According to Forbes, Samford is 81 percent white and only 7 percent black. In addition, pictures that the sorority has posted seem to show that the sisterhood is pretty much all white, as well.
So much fun at @samfordgreeks Open House! We can’t wait for recruitment! #KeepingUpWithADPiKappa pic.twitter.com/NMKXGP2jSn
— ADPiSamford (@ADPiSamford) September 2, 2015
“This is completely inconsistent with the university’s missions and values,” communications official Philip Poole said, according to TIME. “We will be following our procedures as quickly as possible to address this violation of Samford’s values community.” Although Samford has yet to discipline the sorority, many university officials have hinted at an investigation and future punishments.
According to New York Daily News, Samford University has claimed it denied the sisters of ADPi’s request to make the shirts for their spring formal.
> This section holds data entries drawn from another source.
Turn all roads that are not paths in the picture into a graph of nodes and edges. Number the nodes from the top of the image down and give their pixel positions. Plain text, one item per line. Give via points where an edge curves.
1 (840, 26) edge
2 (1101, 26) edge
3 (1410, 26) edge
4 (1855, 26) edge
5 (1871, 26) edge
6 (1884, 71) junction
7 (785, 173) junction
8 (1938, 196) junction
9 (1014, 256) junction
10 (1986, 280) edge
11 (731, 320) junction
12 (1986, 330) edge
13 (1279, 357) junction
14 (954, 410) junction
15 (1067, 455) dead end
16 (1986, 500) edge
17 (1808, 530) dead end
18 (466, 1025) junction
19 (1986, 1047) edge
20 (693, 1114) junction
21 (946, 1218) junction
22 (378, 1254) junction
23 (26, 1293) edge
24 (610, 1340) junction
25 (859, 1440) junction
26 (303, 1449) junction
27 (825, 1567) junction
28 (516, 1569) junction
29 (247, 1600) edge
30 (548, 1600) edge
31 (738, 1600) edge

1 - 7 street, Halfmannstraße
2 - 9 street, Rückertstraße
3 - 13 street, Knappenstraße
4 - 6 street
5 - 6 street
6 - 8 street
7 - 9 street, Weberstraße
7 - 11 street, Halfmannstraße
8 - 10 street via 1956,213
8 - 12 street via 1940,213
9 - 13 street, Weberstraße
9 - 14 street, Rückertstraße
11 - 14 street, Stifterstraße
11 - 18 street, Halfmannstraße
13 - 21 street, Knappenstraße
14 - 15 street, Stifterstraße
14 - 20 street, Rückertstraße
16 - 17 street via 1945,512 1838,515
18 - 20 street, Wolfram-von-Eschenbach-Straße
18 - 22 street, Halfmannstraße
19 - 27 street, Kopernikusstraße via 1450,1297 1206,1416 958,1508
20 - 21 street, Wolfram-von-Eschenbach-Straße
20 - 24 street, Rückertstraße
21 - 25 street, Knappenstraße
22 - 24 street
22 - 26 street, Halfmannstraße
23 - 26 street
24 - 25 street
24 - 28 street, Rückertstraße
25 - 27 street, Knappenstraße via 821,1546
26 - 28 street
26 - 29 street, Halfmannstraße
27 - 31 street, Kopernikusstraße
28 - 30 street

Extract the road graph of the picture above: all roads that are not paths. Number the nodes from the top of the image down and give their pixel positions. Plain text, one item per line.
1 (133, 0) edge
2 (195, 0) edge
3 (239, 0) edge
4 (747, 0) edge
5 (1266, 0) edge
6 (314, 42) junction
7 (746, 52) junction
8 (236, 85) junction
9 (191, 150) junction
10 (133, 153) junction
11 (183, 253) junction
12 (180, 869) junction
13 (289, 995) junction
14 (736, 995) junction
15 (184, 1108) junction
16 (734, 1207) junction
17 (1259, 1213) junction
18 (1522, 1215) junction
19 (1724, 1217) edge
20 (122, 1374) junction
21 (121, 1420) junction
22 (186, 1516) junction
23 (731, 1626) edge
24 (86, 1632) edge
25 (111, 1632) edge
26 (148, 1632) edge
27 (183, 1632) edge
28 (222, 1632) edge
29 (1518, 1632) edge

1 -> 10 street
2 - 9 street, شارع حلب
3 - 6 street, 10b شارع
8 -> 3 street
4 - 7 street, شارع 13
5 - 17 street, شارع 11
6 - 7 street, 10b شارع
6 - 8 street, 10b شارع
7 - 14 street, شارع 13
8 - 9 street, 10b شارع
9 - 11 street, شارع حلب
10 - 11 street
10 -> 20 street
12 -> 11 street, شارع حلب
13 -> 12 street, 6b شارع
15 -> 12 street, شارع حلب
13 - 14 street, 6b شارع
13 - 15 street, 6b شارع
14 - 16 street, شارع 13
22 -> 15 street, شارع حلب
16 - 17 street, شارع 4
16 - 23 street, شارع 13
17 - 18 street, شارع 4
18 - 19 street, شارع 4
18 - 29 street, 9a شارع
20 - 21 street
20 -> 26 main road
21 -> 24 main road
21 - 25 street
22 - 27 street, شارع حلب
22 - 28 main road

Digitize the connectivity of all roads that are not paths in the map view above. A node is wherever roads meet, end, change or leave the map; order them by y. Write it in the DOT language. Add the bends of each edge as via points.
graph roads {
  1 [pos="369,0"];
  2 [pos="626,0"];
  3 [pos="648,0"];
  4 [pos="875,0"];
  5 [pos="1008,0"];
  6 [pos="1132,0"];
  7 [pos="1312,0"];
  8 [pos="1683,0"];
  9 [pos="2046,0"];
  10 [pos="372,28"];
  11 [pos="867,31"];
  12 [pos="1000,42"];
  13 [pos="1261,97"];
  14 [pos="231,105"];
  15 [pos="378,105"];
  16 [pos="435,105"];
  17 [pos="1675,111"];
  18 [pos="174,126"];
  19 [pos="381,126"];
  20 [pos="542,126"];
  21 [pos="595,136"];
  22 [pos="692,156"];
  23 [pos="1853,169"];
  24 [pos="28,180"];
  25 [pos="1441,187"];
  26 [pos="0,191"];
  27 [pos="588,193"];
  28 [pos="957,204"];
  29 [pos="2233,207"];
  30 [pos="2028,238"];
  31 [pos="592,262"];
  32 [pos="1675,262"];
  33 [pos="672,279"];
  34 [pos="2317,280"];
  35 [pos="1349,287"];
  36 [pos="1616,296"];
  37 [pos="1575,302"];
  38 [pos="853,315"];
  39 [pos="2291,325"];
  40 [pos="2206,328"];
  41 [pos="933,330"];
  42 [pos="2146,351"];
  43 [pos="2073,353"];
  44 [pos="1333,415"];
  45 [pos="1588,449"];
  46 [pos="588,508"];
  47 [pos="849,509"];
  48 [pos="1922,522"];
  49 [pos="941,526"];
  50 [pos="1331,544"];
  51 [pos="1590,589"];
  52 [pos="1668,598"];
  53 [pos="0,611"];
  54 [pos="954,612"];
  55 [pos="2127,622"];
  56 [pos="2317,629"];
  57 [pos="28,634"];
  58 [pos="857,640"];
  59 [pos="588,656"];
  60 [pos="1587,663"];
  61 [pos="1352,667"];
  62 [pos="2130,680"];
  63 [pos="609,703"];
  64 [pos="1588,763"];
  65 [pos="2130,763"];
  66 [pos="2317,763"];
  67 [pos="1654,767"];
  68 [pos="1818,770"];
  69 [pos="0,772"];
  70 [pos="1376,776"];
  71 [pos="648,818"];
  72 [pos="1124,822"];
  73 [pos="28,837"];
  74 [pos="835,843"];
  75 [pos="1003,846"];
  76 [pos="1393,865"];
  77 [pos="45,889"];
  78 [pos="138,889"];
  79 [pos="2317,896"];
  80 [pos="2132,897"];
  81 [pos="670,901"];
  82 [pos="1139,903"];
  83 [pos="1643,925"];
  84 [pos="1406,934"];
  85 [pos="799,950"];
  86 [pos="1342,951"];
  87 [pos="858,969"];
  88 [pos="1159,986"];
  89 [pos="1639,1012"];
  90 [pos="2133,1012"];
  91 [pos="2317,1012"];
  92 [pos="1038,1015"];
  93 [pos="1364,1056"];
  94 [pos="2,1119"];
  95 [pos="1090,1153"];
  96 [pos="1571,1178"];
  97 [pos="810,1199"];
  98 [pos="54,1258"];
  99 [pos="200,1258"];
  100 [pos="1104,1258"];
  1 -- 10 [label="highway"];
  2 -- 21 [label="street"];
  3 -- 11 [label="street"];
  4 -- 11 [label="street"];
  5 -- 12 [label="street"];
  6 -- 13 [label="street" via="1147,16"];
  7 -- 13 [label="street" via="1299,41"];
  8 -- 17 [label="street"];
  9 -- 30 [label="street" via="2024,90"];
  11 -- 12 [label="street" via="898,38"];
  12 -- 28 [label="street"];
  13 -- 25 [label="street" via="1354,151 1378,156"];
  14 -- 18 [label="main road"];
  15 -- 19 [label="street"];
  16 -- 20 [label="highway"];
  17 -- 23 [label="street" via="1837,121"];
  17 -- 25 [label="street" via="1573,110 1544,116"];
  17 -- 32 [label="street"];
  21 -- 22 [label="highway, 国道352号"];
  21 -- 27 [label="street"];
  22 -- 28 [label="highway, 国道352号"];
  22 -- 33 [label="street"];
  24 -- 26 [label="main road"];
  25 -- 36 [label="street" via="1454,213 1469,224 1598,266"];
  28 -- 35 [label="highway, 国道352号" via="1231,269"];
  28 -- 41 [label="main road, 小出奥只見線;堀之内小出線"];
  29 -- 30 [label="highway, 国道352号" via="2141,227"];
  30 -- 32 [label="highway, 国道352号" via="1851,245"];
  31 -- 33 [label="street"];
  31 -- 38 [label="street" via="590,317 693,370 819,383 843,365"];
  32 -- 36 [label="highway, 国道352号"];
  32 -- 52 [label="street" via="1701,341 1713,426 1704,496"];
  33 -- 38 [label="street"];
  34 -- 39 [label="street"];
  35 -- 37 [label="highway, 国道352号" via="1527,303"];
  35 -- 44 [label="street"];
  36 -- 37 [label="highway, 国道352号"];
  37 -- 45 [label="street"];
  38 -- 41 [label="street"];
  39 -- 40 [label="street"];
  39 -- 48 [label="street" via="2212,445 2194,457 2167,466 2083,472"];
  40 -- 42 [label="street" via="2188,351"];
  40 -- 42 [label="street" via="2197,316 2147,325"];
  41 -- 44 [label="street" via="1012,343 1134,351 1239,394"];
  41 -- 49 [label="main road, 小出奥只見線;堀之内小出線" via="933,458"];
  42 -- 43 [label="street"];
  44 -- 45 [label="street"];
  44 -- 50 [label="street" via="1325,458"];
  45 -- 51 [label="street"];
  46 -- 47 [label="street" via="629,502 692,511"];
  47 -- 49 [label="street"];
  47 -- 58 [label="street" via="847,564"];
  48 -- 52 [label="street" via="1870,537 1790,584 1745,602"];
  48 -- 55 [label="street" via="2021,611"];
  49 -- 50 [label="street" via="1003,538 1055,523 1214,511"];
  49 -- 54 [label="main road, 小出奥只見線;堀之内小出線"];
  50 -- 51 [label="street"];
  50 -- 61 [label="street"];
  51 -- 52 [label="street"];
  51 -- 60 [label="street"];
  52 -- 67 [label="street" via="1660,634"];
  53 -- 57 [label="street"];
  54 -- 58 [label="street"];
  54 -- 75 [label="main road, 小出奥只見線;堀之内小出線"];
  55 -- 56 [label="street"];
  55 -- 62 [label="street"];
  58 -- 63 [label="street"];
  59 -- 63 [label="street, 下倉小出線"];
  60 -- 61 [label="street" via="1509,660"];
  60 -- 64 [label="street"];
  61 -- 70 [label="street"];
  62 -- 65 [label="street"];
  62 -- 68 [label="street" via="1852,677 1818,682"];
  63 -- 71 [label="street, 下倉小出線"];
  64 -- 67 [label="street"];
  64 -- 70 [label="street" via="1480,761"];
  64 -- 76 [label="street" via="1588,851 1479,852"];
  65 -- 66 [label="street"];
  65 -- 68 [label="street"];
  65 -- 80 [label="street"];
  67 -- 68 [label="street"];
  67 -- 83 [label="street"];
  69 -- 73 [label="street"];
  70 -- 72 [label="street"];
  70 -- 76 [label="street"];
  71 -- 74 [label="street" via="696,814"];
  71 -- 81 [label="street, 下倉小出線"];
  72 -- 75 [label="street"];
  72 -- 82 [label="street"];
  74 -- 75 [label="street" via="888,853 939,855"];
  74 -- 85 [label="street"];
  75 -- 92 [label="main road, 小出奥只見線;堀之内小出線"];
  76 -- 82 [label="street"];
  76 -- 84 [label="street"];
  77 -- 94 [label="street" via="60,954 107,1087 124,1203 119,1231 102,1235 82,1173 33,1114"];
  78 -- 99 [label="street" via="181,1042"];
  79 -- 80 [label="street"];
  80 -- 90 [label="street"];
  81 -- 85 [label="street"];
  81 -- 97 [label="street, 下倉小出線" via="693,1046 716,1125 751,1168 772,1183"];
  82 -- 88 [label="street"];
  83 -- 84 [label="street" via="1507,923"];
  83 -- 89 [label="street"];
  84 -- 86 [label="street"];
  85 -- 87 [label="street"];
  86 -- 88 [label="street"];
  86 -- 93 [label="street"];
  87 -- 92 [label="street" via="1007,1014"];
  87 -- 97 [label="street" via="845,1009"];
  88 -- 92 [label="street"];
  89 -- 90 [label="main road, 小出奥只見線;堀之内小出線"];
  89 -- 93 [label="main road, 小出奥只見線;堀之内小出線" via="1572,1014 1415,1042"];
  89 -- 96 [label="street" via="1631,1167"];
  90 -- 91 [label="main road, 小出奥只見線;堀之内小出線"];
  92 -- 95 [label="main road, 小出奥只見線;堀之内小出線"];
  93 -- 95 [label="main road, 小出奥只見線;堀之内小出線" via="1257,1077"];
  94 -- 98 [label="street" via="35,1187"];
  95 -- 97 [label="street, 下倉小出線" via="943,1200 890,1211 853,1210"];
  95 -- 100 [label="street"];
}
They clearly made them anyway.
“The shirt design absolutely contradicts the values of respect and dignity that our organization prides itself on. We do not tolerate, and would never intentionally approve any design with racial stereotypes/overtones or any other offensive images or language,” the chapter wrote in a statement through Alpha Delta Pi’s national website.
CBS reported that the t-shirt’s map was found on Google by an ADPi member. Allegedly, none of the sisters noticed the design? “This situation highlights for all our chapters the importance of attention to detail,” the sorority’s statement concluded.
Since then, the images of the racist and inappropriate shirts have spread like wildfire—and people are pretty upset. Apparently, evoking images of cotton fields and the slave trade is not the best way to “celebrate” Alabama’s history.
If the university said no to the shirts and the women at ADPi printed them anyway, it’s hard to find their excuse of not noticing the design believable. Hopefully, the investigations, by both the university and the national Alpha Delta Pi organization, help to make sense of these details.